• _REQUIREMENT_
Output should begin at the line holding "Build a routing" and end at the last line of the entries; print those lines verbatim and no others.

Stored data
┌──

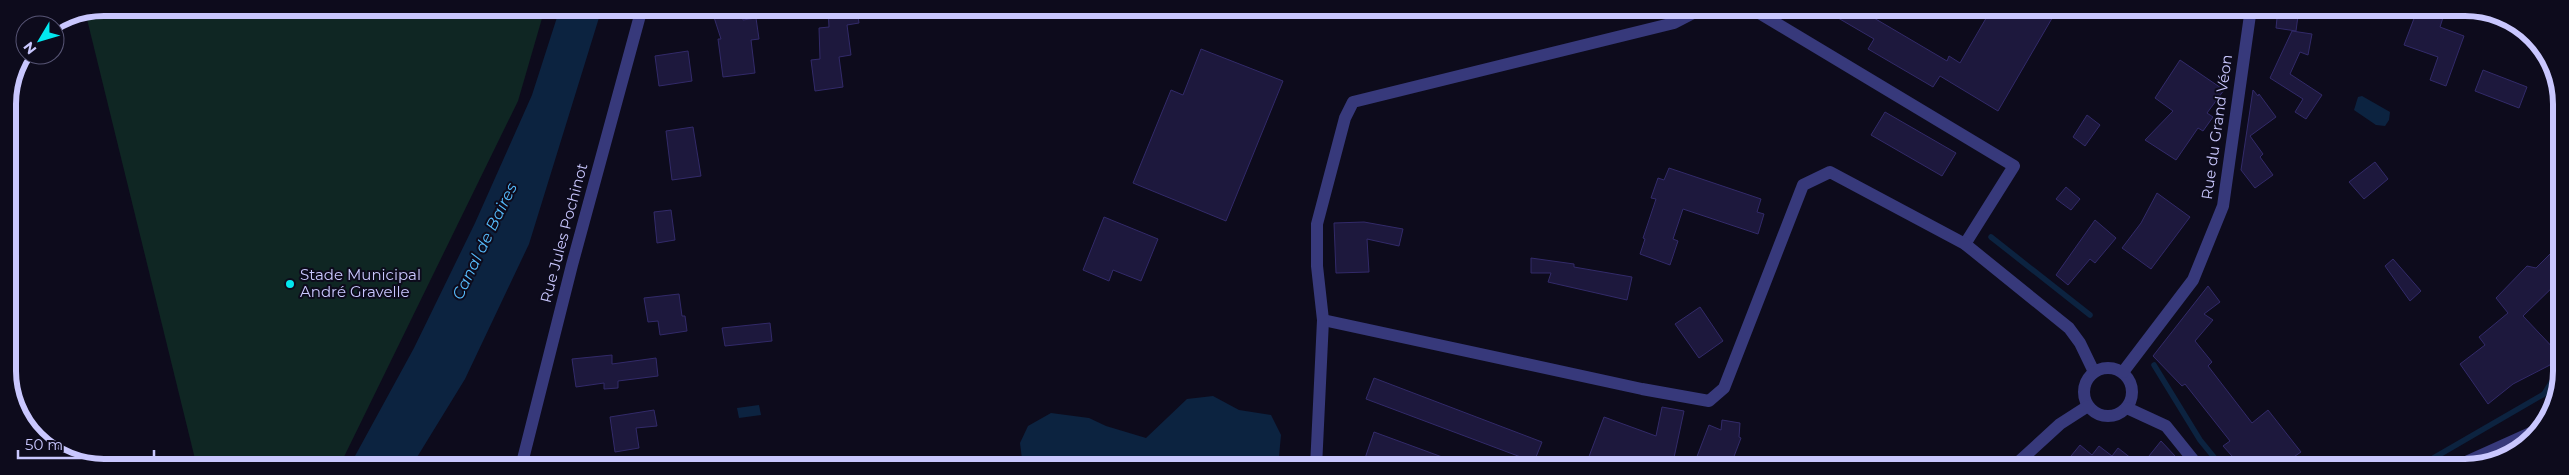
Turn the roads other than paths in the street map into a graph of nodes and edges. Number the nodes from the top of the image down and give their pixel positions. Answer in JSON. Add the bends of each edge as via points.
{"nodes":[{"id":1,"x":640,"y":16,"type":"edge"},
{"id":2,"x":1686,"y":16,"type":"edge"},
{"id":3,"x":1764,"y":16,"type":"edge"},
{"id":4,"x":2250,"y":16,"type":"edge"},
{"id":5,"x":1965,"y":244,"type":"junction"},
{"id":6,"x":1323,"y":320,"type":"junction"},
{"id":7,"x":2094,"y":372,"type":"junction"},
{"id":8,"x":2123,"y":372,"type":"junction"},
{"id":9,"x":2088,"y":406,"type":"junction"},
{"id":10,"x":2127,"y":408,"type":"junction"},
{"id":11,"x":2524,"y":436,"type":"edge"},
{"id":12,"x":2473,"y":458,"type":"edge"},
{"id":13,"x":523,"y":459,"type":"edge"},
{"id":14,"x":1316,"y":459,"type":"edge"},
{"id":15,"x":2022,"y":459,"type":"edge"},
{"id":16,"x":2193,"y":459,"type":"edge"}],
"edges":[{"from":1,"to":13,"type":"street","name":"Rue Jules Pochinot"},
{"from":2,"to":6,"type":"street","via":[[1674,22],[1353,102],[1345,118],[1317,224],[1317,266]]},
{"from":3,"to":5,"type":"street","via":[[2014,166]]},
{"from":4,"to":8,"type":"street","name":"Rue du Grand Véon","via":[[2223,206],[2193,280]]},
{"from":5,"to":6,"type":"street","via":[[1830,172],[1803,185],[1724,388],[1708,401]]},
{"from":5,"to":7,"type":"street","via":[[2069,328]]},
{"from":6,"to":14,"type":"street"},
{"from":7,"to":8,"type":"street","via":[[2108,367]]},
{"from":7,"to":9,"type":"street","via":[[2085,384],[2084,399]]},
{"from":8,"to":10,"type":"street","via":[[2132,386]]},
{"from":9,"to":10,"type":"street","via":[[2107,417]]},
{"from":9,"to":15,"type":"street","via":[[2060,424]]},
{"from":10,"to":16,"type":"street","via":[[2166,426]]},
{"from":11,"to":12,"type":"street"}]}
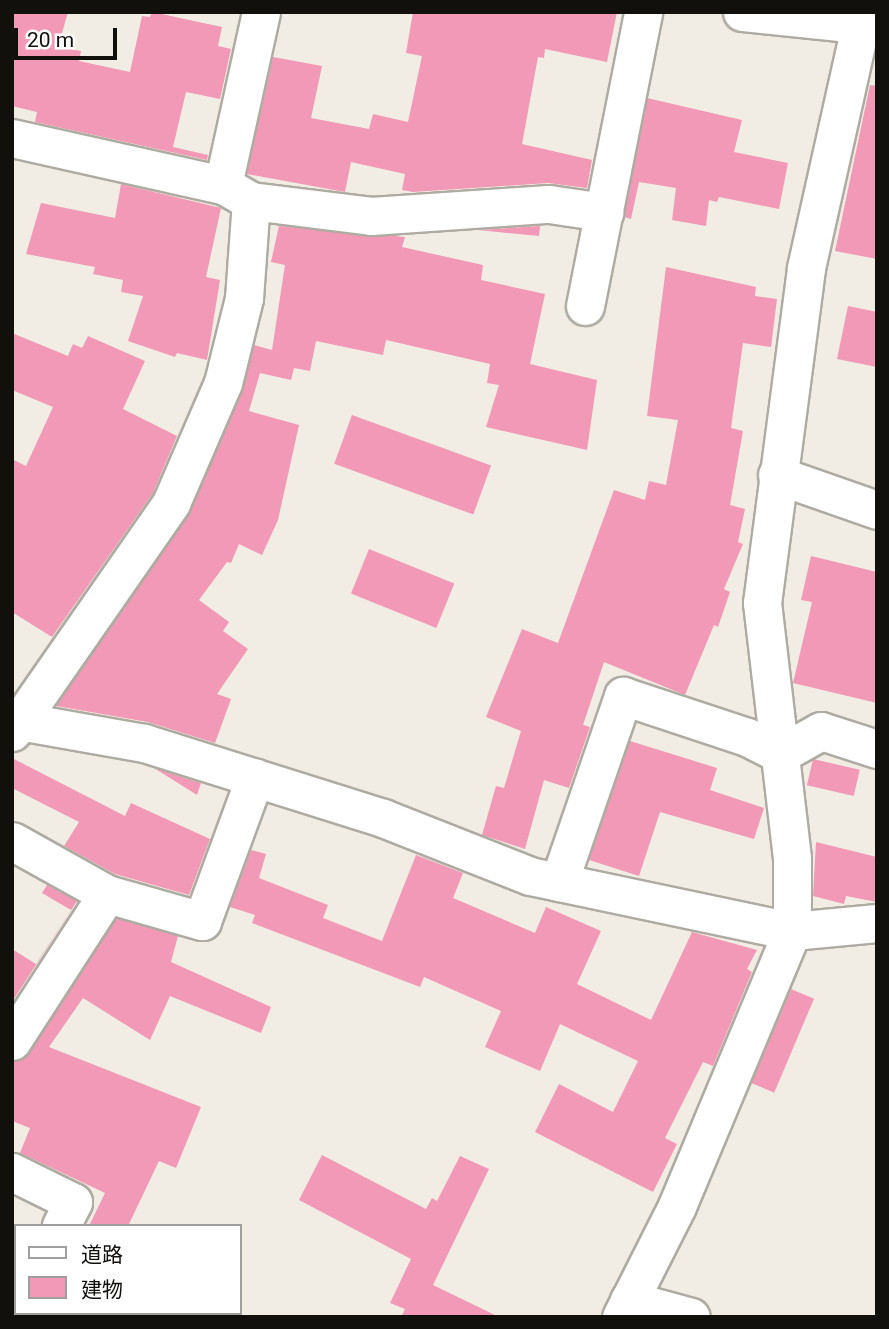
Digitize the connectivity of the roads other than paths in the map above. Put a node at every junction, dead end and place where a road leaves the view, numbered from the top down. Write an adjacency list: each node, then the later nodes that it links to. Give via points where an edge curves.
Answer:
1 (261, 12): 6 (street)
2 (643, 12): 7 (street)
3 (742, 12): 4 (street)
4 (867, 21): 9 (street, via 806,268)
5 (12, 138): 6 (street)
6 (237, 193): 7 (street, via 371,216 549,204); 11 (street, via 244,298 223,383 171,503)
7 (604, 212): 8 (street)
8 (585, 306)
9 (777, 475): 10 (street); 13 (street, via 762,603)
10 (877, 510)
11 (15, 727): 14 (street, via 145,743)
12 (877, 749): 13 (street, via 821,731)
13 (780, 754): 16 (street, via 747,737 623,696); 19 (street, via 792,858)
14 (255, 778): 16 (street, via 383,818 530,876); 17 (street, via 202,922)
15 (12, 841): 17 (street)
16 (559, 882): 19 (street)
17 (107, 894): 20 (street)
18 (877, 923): 19 (street)
19 (792, 931): 23 (street, via 677,1206)
20 (12, 1041)
21 (12, 1172): 22 (street, via 73,1202)
22 (62, 1224)
23 (625, 1309): 24 (street)
24 (691, 1317)

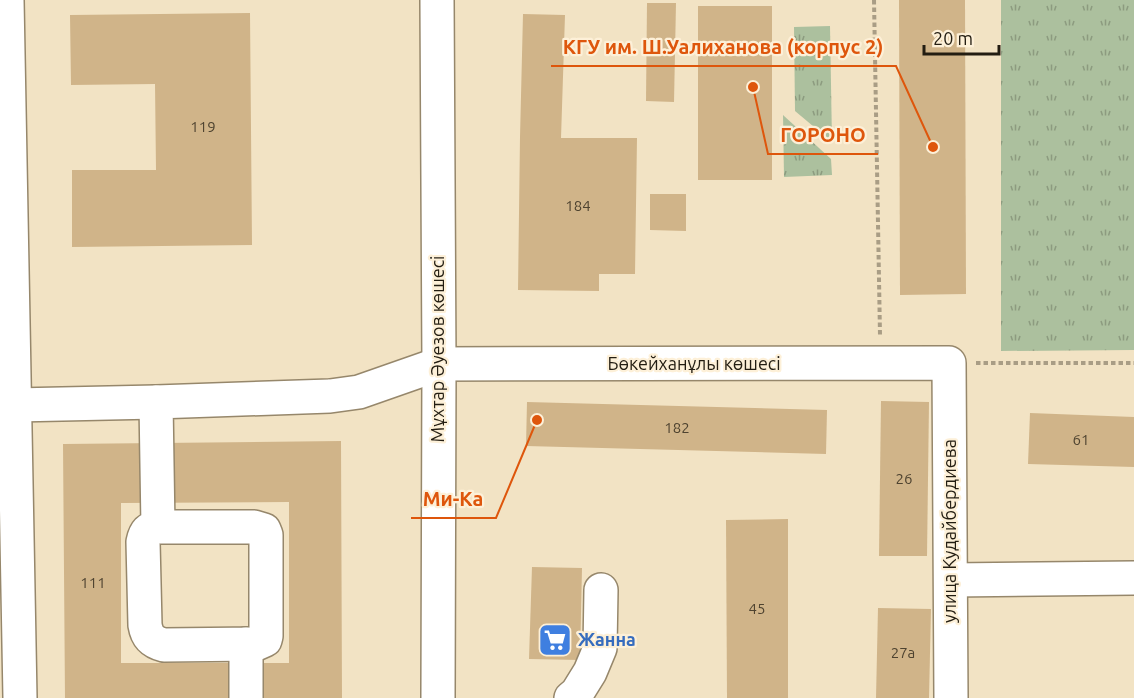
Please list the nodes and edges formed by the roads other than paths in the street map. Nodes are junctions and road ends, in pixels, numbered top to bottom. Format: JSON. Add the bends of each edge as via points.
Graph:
{"nodes":[{"id":1,"x":7,"y":0,"type":"edge"},
{"id":2,"x":437,"y":0,"type":"edge"},
{"id":3,"x":949,"y":363,"type":"joint"},
{"id":4,"x":439,"y":364,"type":"junction"},
{"id":5,"x":7,"y":369,"type":"edge"},
{"id":6,"x":156,"y":402,"type":"junction"},
{"id":7,"x":15,"y":405,"type":"junction"},
{"id":8,"x":158,"y":527,"type":"junction"},
{"id":9,"x":1134,"y":578,"type":"edge"},
{"id":10,"x":951,"y":580,"type":"junction"},
{"id":11,"x":601,"y":590,"type":"dead end"},
{"id":12,"x":246,"y":644,"type":"junction"},
{"id":13,"x":21,"y":698,"type":"edge"},
{"id":14,"x":246,"y":698,"type":"edge"},
{"id":15,"x":438,"y":698,"type":"edge"},
{"id":16,"x":571,"y":698,"type":"edge"},
{"id":17,"x":951,"y":698,"type":"edge"}],
"edges":[{"from":1,"to":5,"type":"street"},
{"from":2,"to":4,"type":"street","name":"Мұхтар Әуезов көшесі"},
{"from":3,"to":4,"type":"street","name":"Бөкейханұлы көшесі"},
{"from":3,"to":10,"type":"street","name":"улица Кудайбердиева"},
{"from":4,"to":6,"type":"street","name":"Бөкейханұлы көшесі","via":[[359,392],[330,396]]},
{"from":4,"to":15,"type":"street","name":"Мұхтар Әуезов көшесі"},
{"from":5,"to":7,"type":"street"},
{"from":6,"to":7,"type":"street","name":"Бөкейханұлы көшесі"},
{"from":6,"to":8,"type":"street"},
{"from":7,"to":13,"type":"street"},
{"from":8,"to":12,"type":"street","via":[[147,531],[143,542],[145,625],[150,639],[164,645]]},
{"from":8,"to":12,"type":"street","via":[[264,530],[266,636],[261,643]]},
{"from":9,"to":10,"type":"street"},
{"from":10,"to":17,"type":"street","name":"улица Кудайбердиева"},
{"from":11,"to":16,"type":"street","via":[[600,648],[591,672]]},
{"from":12,"to":14,"type":"street"}]}
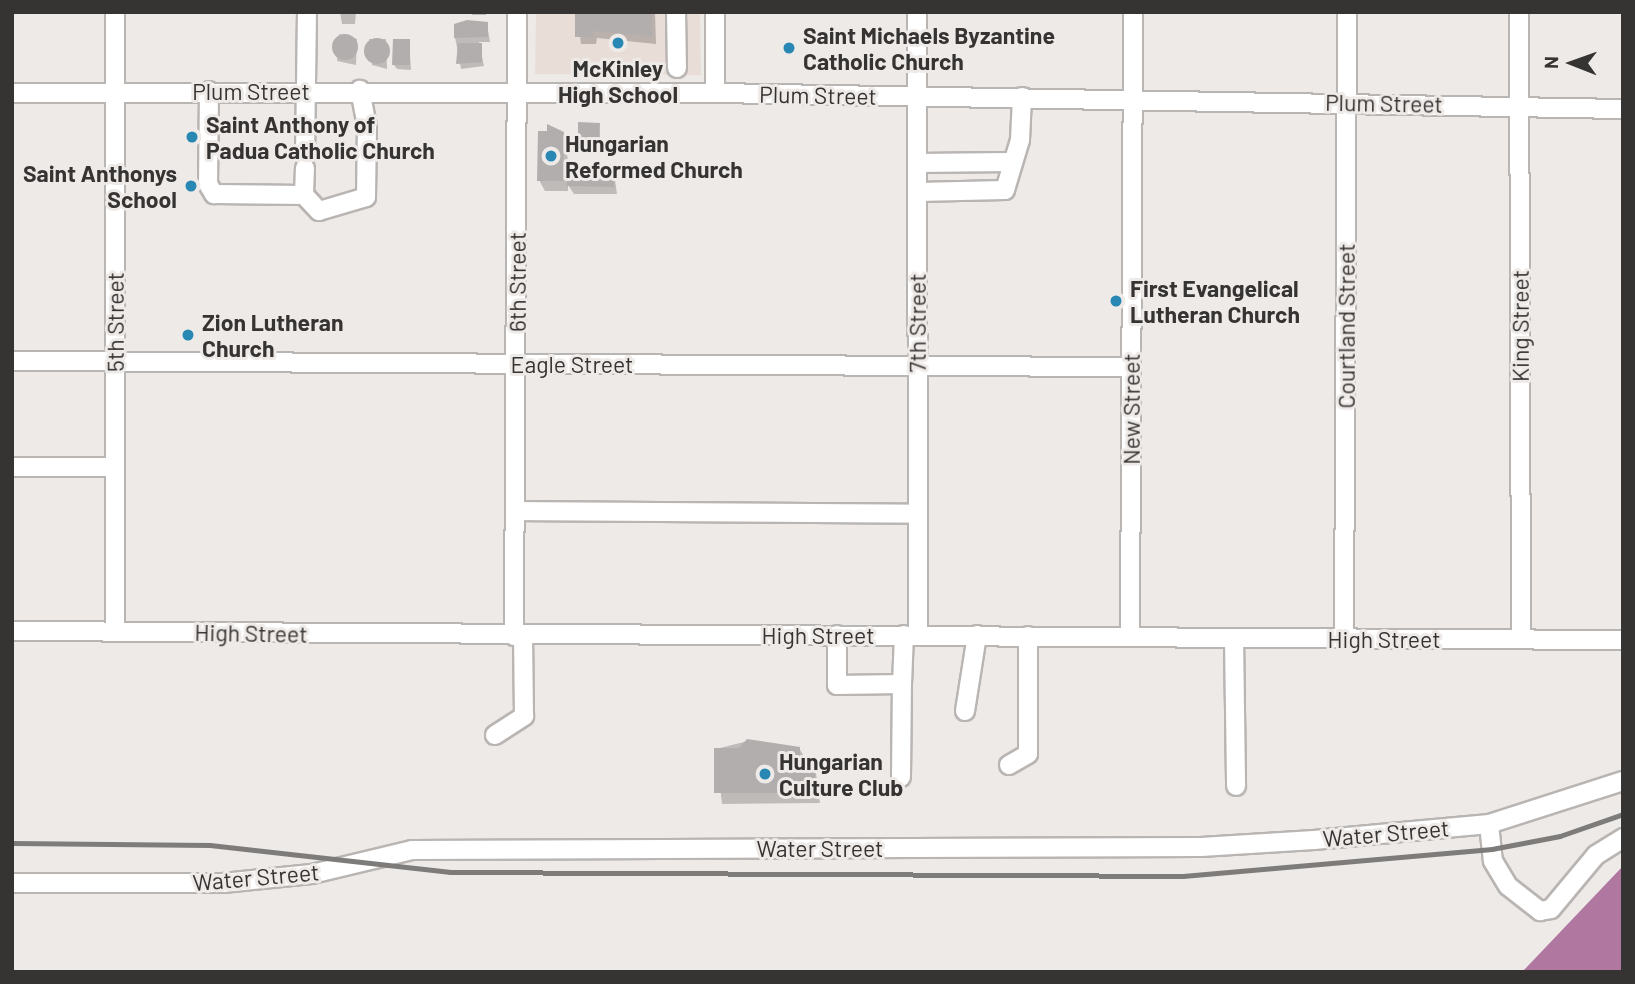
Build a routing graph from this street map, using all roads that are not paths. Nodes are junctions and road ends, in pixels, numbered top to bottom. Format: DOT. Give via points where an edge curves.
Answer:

└──

• _THE ANSWER_
Build a routing graph from this street map, using all roads that are not paths. Nodes are junctions and road ends, in pixels, numbered top to bottom. Format: DOT. Give via points where an edge curves.
Answer:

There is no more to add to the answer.